Last month, I read Leslie Connor's Waiting for Normal,
an excellent middle grade novel about a pre-teen girl whose optimism
allows her to rise above the adversity of her chaotic home life. At one
point in the book, the young protagonist, Addie, is given an album
containing songs about people emigrating from Ireland to America. When I
went looking to see if Connor had written any other books, I discovered
that immigration was at the heart of her picture book, Miss Bridie Chose a Shovel.
This book, which is illustrated by Mary Azarian, reminds me of Donald Hall's Ox-Cart Man,
about a pioneering farmer who spends his year working the farm in
anticipation of his big trip to town to sell his goods, thus earning
enough money to get through the next year.

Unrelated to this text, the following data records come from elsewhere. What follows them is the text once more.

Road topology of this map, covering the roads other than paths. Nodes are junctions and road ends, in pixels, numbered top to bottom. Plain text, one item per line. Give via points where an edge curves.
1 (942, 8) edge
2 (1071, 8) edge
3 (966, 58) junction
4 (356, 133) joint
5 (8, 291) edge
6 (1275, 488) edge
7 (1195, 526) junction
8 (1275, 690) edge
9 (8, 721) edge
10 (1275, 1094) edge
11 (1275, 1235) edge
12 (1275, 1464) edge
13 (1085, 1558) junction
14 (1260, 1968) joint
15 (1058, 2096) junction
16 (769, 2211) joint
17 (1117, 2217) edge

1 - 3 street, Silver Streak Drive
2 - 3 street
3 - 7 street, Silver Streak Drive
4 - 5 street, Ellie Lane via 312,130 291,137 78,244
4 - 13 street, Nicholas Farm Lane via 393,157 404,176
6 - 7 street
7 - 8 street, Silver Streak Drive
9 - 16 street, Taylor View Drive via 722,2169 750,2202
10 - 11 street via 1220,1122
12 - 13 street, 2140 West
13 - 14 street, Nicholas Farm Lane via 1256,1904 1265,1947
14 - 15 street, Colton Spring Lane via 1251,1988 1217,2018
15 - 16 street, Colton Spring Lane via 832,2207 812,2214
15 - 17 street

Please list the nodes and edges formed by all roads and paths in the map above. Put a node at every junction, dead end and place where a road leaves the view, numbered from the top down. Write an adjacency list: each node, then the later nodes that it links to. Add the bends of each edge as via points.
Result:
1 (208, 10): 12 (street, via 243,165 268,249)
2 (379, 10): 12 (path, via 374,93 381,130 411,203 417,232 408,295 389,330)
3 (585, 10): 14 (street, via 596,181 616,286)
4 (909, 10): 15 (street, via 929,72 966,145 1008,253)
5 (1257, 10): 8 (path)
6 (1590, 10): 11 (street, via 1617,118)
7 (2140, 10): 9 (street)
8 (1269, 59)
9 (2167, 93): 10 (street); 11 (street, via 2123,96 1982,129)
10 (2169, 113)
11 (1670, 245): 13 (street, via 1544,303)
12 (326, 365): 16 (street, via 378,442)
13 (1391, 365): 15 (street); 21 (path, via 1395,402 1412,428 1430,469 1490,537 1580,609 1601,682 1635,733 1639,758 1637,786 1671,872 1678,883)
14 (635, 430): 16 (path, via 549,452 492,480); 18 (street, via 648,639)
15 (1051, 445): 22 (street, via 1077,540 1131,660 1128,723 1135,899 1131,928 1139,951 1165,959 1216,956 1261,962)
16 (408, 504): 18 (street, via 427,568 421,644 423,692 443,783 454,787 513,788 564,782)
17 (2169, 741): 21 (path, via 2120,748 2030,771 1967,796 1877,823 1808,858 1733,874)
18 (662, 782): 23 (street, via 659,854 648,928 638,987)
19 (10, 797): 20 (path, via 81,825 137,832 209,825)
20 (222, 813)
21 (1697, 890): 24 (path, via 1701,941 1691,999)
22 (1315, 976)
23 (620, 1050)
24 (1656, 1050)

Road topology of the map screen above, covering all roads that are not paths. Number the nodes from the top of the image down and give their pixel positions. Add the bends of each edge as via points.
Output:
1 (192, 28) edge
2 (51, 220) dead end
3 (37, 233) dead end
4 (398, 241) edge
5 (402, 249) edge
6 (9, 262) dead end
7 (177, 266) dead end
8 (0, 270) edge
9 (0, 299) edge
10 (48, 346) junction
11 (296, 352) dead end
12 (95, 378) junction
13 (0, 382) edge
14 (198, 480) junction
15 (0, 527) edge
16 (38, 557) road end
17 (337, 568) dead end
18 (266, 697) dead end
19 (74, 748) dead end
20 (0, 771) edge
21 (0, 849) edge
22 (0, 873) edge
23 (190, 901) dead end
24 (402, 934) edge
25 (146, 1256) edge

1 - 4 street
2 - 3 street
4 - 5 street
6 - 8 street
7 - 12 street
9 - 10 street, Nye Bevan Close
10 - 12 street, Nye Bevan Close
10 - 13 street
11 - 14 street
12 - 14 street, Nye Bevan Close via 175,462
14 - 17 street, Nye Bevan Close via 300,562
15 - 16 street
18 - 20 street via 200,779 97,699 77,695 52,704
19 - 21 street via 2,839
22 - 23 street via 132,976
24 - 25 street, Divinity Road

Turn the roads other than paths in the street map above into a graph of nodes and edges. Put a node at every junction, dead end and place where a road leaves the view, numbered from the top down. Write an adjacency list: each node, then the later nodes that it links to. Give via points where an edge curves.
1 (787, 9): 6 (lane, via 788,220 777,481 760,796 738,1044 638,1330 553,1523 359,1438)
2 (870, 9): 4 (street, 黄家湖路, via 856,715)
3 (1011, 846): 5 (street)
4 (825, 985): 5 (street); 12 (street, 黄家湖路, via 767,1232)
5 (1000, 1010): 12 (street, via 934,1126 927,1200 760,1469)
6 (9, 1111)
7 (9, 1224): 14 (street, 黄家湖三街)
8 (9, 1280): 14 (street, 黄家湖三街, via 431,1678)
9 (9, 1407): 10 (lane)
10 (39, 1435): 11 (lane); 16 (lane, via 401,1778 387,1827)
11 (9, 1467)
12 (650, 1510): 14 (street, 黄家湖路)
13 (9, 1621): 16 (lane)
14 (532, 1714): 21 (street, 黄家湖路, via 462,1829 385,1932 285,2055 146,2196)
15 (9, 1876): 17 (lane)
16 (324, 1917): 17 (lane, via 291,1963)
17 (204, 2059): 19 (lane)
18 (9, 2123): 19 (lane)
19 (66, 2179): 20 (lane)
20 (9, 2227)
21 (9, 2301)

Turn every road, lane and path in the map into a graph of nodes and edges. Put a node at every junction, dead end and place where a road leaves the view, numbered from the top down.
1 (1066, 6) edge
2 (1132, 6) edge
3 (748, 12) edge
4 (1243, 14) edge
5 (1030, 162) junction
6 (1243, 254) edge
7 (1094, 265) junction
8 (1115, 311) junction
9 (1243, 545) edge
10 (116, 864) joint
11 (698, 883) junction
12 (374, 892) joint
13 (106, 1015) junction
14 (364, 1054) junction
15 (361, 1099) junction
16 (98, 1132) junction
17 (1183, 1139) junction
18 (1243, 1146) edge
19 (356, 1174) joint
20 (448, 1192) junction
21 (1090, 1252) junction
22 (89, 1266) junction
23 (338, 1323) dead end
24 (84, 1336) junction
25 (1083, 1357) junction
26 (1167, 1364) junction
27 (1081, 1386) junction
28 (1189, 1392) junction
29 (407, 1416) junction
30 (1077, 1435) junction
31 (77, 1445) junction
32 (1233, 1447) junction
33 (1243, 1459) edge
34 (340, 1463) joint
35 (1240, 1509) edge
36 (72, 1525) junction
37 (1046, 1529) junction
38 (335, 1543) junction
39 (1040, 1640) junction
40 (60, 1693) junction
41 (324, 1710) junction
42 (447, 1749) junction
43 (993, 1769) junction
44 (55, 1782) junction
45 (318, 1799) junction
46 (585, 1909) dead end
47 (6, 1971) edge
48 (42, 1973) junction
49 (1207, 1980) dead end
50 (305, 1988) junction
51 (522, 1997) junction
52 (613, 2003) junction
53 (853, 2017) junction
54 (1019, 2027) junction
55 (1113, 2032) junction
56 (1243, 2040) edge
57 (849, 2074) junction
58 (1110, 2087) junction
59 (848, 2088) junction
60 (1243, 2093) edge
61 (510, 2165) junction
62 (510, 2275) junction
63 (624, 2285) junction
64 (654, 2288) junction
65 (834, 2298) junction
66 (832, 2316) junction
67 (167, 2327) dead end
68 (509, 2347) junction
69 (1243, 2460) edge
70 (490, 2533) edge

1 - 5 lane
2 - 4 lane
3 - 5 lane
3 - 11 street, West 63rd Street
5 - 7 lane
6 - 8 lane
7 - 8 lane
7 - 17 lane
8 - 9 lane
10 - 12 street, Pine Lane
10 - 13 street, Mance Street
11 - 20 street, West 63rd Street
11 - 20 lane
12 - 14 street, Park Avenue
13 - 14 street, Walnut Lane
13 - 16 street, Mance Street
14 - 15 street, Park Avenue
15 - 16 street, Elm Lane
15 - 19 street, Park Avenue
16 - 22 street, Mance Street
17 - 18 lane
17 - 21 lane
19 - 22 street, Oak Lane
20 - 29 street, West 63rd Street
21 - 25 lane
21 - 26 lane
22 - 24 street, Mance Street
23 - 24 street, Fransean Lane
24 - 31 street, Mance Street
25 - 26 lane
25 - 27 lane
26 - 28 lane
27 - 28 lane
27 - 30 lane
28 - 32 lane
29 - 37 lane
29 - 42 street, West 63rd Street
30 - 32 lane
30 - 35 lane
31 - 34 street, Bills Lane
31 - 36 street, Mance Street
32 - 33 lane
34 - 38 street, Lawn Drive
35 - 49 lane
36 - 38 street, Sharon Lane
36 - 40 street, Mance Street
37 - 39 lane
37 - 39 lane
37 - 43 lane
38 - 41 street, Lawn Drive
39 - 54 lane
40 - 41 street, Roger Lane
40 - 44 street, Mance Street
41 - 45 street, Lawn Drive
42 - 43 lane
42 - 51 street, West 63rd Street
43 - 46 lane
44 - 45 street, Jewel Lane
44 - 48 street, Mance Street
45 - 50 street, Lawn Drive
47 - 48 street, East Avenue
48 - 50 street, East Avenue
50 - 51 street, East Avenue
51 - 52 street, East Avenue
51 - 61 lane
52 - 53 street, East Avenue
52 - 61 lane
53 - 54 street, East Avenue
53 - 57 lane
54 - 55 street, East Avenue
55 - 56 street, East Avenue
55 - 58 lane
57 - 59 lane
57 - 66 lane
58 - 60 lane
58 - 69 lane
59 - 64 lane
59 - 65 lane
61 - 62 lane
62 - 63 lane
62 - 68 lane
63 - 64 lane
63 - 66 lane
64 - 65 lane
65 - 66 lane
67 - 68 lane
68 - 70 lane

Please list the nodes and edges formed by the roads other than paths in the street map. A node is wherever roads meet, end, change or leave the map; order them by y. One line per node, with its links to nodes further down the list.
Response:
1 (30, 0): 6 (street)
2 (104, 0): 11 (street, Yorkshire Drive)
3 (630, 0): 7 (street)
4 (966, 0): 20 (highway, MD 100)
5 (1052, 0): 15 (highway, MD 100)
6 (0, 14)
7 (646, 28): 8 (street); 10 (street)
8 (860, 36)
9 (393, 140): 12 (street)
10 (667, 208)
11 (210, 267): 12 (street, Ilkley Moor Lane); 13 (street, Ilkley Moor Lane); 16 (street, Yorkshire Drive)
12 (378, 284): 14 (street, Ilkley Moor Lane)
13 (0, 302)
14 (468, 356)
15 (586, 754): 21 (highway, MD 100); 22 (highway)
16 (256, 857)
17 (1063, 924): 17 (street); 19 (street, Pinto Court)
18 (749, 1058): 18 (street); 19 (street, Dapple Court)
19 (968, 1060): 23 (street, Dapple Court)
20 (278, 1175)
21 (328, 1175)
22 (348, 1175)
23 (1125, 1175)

In this case, the central
object is not a cart but a shovel. Bridie is the name of the young woman
who heads for America in 1856 with just one object in tow. She can take
only one thing with her, so she chooses something practical, and the
book demonstrates how the shovel is of use to her throughout her life.
Its uses are many: to lean on when the waves get too rocky on the boat
ride to America; to help her dig a little garden behind the shop where
she works upon her arrival; to heap coals into the stove in later years
when she is cooking for her family. It's because she has the shovel that
she is able to clear away the snow on the pond in the city park, making
an ice skating rink where she first catches the eye of the man who will
become her husband. Every significant landmark in her life is somehow
tied to that tool, for which she finds so many purposes.
Azarian's illustrations have an old-fashioned look to them and are
somewhat stylized, with thick outlines that make the pictures remind me
of stained glass windows. Each page has between one and three fairly
long sentences, all narration. There's a nice circular pattern to the
book, with it starting and ending with essentially the same sentence and
with Bridie using the shovel for similar purposes in her youth and old
age.
"She could have picked a chiming clock or a porcelain
figurine," Connor writes, "but Miss Bridie chose a shovel back in 1856."
Offering that contrast emphasizes Bridie's work ethic and practicality.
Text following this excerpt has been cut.